**Prompt**.
Which of the lines in the data mention the string "dead"? List them all.

Collected data entries:
---

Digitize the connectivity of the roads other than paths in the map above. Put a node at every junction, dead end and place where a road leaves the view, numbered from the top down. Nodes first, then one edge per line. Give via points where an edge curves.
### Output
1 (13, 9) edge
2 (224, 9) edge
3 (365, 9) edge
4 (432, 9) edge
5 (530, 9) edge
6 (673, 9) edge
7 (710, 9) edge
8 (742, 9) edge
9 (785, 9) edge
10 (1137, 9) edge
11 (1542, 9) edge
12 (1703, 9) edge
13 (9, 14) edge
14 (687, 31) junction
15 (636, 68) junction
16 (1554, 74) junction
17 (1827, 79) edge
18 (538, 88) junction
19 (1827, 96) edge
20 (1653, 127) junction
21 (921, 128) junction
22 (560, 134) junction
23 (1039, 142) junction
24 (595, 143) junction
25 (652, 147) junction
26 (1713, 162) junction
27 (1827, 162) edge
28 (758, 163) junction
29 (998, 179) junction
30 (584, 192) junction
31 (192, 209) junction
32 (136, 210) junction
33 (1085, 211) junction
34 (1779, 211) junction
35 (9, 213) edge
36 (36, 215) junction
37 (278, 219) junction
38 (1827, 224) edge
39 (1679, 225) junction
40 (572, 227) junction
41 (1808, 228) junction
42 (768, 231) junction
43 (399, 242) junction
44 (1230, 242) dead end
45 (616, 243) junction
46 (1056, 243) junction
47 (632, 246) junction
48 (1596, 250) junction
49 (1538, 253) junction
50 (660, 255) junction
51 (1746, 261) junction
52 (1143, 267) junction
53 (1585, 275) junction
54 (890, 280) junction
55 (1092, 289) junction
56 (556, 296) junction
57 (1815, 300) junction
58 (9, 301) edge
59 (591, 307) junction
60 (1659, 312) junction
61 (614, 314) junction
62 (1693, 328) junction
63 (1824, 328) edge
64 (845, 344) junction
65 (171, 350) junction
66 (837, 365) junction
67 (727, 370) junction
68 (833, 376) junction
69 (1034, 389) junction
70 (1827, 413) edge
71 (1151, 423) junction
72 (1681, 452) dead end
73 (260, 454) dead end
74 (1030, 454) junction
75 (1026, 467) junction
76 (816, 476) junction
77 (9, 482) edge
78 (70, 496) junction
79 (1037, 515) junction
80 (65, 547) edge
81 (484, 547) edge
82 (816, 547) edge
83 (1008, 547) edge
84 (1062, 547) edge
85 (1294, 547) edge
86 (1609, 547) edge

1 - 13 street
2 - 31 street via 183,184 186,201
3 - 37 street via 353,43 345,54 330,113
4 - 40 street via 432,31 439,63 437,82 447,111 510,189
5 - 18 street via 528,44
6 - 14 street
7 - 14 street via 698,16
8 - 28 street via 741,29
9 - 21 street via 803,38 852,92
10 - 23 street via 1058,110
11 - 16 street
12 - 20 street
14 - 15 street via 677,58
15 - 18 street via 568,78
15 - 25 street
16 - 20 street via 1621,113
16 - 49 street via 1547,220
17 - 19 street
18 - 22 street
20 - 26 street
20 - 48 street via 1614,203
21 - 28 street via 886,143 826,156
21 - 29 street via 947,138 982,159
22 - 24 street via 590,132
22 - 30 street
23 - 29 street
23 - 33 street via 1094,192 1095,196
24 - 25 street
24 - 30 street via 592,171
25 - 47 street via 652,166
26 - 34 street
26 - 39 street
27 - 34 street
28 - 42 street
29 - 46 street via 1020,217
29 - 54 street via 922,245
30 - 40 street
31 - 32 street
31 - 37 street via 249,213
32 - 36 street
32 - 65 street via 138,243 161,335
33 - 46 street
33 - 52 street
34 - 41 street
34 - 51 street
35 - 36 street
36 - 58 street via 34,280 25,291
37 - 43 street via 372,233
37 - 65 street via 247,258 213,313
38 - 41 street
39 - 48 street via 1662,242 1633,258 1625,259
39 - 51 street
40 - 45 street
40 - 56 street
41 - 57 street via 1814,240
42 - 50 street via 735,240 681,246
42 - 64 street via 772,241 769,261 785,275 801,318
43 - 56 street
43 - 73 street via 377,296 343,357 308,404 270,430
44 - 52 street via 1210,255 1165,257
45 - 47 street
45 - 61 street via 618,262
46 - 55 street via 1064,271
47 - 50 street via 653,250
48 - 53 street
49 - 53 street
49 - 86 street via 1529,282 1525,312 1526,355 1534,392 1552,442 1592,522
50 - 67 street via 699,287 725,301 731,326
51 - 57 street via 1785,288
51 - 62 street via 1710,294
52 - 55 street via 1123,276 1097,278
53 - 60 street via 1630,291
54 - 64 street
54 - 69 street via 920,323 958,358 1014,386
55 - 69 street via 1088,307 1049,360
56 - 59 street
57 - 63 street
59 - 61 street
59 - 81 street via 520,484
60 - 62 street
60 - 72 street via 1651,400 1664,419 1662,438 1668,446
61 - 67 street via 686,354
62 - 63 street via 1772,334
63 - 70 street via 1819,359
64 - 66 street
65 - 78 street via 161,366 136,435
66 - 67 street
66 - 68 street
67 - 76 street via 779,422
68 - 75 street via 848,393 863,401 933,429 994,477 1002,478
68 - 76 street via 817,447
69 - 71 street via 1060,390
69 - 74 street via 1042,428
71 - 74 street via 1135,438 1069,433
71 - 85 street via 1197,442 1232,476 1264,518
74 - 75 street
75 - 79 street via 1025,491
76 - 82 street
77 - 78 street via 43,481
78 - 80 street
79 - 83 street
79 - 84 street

---

**Solved exercise**.
Digitize the connectivity of the roads other than paths in the map above. Put a node at every junction, dead end and place where a road leaves the view, numbered from the top down. Nodes first, then one edge per line. Give via points where an edge curves.
44 (1230, 242) dead end
72 (1681, 452) dead end
73 (260, 454) dead end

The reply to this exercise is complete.